**** Exercise input ****
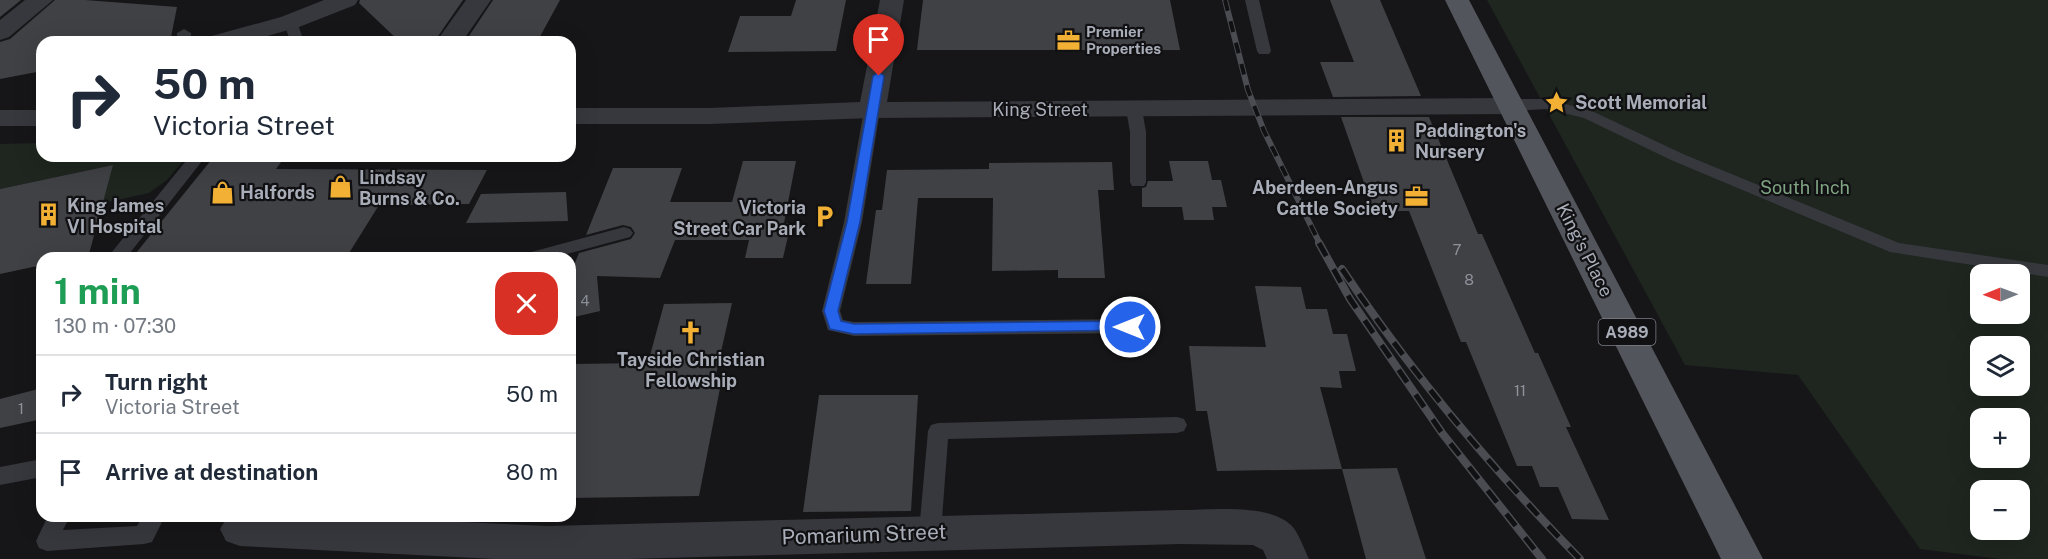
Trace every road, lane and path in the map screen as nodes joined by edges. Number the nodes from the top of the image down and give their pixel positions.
****
**** Exercise input ****
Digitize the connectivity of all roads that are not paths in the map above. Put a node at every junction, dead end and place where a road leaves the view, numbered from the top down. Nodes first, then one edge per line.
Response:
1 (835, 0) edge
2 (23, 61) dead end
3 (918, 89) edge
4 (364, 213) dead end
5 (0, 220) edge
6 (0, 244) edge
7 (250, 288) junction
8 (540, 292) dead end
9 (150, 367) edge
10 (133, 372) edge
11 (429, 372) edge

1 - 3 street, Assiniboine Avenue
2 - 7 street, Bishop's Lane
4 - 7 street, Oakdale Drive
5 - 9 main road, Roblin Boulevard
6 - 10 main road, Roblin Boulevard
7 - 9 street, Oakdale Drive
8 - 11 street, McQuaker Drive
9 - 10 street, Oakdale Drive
****
**** Exercise input ****
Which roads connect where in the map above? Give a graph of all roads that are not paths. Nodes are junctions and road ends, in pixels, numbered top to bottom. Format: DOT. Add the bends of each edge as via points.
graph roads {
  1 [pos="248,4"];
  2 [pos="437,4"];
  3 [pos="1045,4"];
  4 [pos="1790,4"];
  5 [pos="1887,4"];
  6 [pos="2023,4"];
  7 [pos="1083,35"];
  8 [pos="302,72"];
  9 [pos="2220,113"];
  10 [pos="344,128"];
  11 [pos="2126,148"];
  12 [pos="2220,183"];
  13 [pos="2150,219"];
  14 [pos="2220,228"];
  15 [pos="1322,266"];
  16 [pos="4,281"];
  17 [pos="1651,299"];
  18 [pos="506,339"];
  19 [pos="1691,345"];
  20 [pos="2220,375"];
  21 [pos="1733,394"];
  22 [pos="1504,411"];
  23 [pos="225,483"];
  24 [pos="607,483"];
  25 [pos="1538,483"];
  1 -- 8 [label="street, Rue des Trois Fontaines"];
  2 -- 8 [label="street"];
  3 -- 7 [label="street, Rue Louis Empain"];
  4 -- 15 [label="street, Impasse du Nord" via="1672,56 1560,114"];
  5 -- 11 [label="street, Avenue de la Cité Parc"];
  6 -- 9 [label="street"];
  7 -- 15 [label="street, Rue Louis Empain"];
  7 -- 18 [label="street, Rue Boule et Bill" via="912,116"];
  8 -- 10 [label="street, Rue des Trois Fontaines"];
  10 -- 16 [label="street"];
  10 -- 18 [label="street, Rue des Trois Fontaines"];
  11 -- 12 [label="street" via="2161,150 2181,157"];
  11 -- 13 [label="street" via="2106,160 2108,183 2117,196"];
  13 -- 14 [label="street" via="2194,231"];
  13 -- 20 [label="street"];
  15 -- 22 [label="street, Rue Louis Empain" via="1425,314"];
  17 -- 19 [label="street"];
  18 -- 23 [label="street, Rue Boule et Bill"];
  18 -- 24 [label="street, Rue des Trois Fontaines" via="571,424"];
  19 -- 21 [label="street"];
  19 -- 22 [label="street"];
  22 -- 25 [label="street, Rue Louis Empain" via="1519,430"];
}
****
**How to complete this task**:
Check each line of the entries for the string "every". Copy the lines that have it.

**Output of the task**:
Trace every road, lane and path in the map screen as nodes joined by edges. Number the nodes from the top of the image down and give their pixel positions.
Digitize the connectivity of all roads that are not paths in the map above. Put a node at every junction, dead end and place where a road leaves the view, numbered from the top down. Nodes first, then one edge per line.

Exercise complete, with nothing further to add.